The stature of a head coach isn’t only built on a basketball court. The good ones focus on the Xs and Os — the legendary ones change organizational cultures. But how they do it is an interesting part.
Unorthodox mentoring approaches
Imagine a young player waking up and seeing his coach sitting next to his bed. “I just wanted to make sure you had a good night’s sleep.” That was a real possibility for Davis Bertans and Bogdan Bogdanović while playing in Belgrade for Dušan Vujošević.
Even if they had someone over at night, Duško had a system in place for that as well. “If one of us would want to have a girl over, then we would have to ask permission,” Bertans said. “There were rules in place – none of that the night before a game. That’s a no.”
Pat Riley — the king of unorthodox
The overseas equivalent of Vujošević is Pat Riley. Although not suited for everyone, his militaristic approach helped many maximize their potential both on and off the court. But getting there was challenging to say the least.
A story comes out every once in a while, painting a perfect picture of what it was like to play under Riley. Whether it’s him saving Kareem and Magic from a breakup, ducking his head in the ice bucket as a motivation, giving out Ricky Davis’ money to everyone on the team, or putting Tim Hardaway in his place, Pat always had to be the one in control. Mario Chalmers‘ story from The Posecast shows how far he was willing to take it.

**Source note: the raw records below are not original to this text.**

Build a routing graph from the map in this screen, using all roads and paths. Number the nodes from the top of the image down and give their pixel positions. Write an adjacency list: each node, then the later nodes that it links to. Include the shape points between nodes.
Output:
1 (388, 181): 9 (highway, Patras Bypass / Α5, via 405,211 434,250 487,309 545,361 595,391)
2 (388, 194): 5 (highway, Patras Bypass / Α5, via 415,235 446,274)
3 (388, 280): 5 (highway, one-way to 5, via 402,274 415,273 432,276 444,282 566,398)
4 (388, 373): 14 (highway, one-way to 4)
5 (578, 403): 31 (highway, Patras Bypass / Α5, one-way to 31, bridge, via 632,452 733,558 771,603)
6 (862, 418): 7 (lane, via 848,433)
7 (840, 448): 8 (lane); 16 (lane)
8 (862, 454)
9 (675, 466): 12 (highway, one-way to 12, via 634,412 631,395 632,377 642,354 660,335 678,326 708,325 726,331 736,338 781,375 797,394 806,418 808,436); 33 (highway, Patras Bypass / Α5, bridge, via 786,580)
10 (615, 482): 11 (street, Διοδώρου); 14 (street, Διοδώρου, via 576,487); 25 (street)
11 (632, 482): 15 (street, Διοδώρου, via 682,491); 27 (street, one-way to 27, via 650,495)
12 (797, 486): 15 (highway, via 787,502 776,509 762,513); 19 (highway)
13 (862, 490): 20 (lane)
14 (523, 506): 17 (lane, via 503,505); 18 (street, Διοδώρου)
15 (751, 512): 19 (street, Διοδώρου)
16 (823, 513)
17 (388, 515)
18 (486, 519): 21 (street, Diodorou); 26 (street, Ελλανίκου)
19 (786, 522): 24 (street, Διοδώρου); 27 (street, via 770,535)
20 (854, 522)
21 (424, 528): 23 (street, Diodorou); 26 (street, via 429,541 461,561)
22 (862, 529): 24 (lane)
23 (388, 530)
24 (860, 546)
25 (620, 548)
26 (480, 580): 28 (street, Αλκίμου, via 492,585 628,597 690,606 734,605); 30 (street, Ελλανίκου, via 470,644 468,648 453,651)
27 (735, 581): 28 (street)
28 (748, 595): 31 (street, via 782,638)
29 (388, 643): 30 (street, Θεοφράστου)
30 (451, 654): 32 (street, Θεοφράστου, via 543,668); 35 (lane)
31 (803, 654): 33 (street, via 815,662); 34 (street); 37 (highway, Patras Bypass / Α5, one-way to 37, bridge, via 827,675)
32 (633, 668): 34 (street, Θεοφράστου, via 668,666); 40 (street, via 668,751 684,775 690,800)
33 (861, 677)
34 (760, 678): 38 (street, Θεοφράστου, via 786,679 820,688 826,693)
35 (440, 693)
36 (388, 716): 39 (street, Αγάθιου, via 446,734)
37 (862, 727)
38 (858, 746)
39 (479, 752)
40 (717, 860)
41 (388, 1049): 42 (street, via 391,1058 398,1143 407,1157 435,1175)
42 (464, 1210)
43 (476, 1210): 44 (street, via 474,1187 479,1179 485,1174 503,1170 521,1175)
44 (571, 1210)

“I knew Pat Riley was the truth when he had told me ‘Oh, you went to the club last night?” Chalmers recalled. “He told me how many drinks I had at the club and what time I left the club. I was like ‘I’m cool. You know all that?’ I didn’t even want to go out anymore. I had to find different ways to do different things. I wasn’t messing with Pat.”
Nobody messed with Pat, the same way nobody messed with Vujošević. Coaches of their stature demand respect. They refuse to settle for anything less than the utmost level of professionalism. But if you can stick it out, the return on investment is guaranteed.
For Chalmers, it came in the form of two NBA championships. And even though Erik Spoelstra was in charge of coaching, Riley, the team’s executive, was the one pulling the strings. As he always does.